#### YOUR TASK:
Number of lines below with the word "nodes": give it and nothing more.

Saved data entries
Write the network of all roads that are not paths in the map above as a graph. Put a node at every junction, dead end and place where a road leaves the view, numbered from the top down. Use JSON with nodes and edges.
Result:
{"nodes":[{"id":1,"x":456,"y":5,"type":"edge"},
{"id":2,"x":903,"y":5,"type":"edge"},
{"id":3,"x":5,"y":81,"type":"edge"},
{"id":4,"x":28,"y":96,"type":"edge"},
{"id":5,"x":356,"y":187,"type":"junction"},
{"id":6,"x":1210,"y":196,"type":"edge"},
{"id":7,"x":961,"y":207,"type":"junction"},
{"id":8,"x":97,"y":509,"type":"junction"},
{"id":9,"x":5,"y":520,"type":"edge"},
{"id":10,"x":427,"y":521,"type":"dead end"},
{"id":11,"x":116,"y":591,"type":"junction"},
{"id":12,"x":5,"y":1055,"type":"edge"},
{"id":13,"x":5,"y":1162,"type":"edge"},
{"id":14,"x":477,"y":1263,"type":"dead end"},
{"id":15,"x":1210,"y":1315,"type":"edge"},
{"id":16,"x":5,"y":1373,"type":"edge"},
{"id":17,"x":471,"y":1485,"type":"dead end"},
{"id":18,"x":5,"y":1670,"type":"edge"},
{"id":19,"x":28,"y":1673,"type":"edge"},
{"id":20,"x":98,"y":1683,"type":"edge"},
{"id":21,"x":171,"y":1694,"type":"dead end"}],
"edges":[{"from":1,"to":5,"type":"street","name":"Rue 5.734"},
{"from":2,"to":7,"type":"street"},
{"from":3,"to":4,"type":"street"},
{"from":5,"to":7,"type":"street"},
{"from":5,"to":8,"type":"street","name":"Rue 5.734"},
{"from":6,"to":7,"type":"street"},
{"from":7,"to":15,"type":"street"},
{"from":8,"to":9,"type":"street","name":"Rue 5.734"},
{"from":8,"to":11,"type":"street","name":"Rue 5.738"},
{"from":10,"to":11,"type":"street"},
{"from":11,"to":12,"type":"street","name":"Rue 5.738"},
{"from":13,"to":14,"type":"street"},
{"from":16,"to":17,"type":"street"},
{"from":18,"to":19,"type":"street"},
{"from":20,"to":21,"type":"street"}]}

...

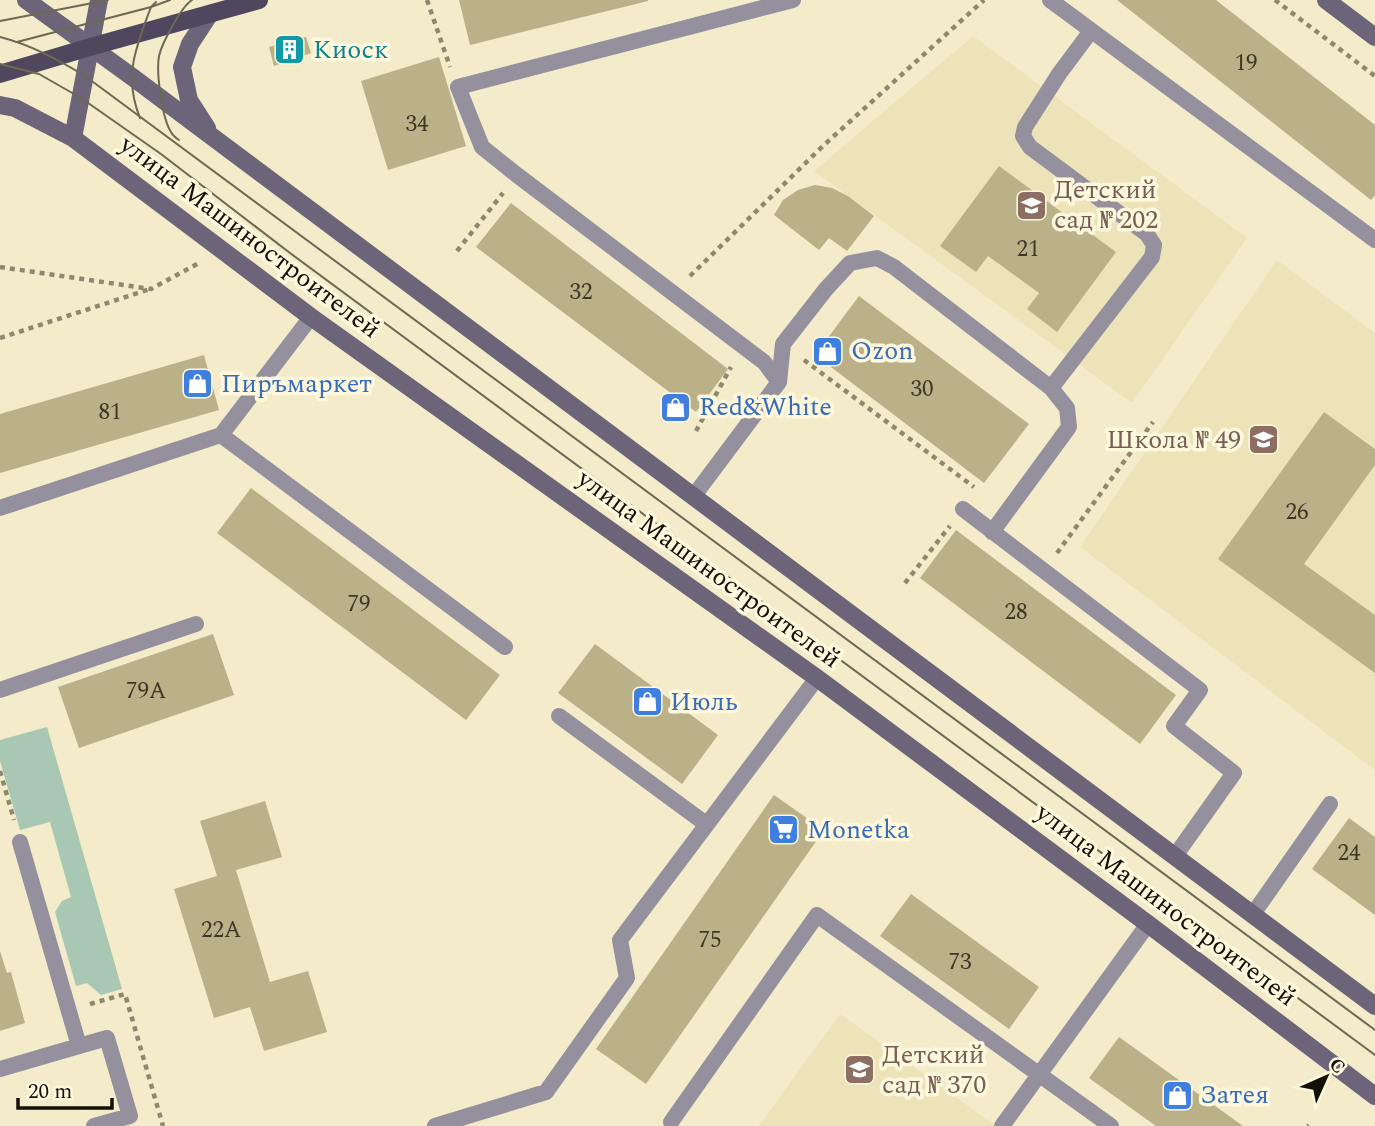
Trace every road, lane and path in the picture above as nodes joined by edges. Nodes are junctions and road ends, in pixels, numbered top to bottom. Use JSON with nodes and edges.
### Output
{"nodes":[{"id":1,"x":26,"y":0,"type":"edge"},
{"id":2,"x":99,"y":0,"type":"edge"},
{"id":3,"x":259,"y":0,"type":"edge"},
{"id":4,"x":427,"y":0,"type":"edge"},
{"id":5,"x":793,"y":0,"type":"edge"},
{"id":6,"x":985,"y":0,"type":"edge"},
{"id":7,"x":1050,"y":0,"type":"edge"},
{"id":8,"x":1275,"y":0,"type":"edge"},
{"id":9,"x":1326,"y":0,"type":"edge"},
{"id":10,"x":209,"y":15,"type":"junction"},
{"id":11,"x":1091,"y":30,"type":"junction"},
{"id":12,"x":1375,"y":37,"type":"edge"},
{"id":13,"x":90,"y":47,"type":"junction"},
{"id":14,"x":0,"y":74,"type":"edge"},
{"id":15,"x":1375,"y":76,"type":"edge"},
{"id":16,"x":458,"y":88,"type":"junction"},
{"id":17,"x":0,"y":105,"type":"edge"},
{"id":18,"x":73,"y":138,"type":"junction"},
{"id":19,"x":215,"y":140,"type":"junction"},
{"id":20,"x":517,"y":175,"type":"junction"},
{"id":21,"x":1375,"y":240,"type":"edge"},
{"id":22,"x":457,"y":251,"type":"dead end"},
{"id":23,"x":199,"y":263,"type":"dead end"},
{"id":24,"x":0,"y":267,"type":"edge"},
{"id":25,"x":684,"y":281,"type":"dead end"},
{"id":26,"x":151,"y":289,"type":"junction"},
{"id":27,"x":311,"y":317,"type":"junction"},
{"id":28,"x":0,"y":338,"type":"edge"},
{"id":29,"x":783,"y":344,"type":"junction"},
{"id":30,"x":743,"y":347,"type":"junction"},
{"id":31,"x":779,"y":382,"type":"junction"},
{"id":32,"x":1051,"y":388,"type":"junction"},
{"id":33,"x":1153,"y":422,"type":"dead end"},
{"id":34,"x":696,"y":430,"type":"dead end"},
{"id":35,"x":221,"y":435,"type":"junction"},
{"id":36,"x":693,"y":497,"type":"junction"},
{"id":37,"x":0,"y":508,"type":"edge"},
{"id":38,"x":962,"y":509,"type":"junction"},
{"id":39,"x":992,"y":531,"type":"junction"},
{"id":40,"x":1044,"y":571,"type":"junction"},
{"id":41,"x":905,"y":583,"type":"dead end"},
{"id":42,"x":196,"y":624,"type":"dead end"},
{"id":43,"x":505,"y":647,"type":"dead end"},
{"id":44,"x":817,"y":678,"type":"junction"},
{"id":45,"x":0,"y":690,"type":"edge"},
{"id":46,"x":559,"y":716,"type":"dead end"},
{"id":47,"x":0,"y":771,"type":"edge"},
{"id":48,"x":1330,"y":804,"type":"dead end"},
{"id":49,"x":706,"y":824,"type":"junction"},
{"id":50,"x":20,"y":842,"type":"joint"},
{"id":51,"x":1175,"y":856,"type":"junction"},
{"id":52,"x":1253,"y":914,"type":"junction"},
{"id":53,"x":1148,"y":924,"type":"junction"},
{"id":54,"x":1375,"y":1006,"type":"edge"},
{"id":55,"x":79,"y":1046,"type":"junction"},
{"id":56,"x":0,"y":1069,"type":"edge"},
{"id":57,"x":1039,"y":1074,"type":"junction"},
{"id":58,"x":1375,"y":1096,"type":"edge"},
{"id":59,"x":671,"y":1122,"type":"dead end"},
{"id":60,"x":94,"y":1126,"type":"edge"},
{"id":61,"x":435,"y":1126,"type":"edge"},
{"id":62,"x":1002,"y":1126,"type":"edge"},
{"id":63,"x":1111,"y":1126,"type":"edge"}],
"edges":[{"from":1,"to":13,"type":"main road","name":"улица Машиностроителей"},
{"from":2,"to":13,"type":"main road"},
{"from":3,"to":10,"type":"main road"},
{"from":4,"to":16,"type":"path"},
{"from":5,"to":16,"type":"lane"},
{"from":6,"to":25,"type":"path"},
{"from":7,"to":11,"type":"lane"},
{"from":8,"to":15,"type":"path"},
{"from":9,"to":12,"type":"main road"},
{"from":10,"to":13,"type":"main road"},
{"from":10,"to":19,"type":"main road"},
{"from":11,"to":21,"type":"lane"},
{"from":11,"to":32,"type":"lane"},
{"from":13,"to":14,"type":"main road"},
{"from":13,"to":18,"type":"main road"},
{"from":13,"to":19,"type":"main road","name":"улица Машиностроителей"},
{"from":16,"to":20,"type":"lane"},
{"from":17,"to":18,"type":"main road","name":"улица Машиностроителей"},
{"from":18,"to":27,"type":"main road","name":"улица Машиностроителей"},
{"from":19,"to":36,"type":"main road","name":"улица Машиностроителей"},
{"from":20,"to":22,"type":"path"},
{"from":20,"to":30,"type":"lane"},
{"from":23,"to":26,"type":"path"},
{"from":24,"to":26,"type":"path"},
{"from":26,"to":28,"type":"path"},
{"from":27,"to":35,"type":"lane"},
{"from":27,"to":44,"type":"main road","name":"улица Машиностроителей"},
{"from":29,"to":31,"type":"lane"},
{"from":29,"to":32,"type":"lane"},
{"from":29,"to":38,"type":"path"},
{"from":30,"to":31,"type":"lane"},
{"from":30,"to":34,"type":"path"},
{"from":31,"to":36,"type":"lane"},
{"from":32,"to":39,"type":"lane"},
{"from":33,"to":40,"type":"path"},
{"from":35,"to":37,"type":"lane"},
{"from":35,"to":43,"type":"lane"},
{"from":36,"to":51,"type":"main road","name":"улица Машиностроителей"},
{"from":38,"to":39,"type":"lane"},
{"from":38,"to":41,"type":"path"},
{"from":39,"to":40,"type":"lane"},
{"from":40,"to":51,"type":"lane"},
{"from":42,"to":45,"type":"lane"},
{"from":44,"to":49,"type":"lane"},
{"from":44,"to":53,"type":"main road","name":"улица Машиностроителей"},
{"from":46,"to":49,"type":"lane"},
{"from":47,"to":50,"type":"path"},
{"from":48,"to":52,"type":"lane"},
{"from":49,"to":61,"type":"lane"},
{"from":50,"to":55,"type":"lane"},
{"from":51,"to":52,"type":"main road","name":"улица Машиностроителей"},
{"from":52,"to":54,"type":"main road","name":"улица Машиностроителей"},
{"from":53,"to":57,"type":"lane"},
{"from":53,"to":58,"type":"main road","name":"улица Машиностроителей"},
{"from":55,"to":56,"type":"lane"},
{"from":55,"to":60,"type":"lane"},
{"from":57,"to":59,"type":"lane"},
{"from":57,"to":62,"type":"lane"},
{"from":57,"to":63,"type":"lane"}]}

#### OUTPUT BELOW:
4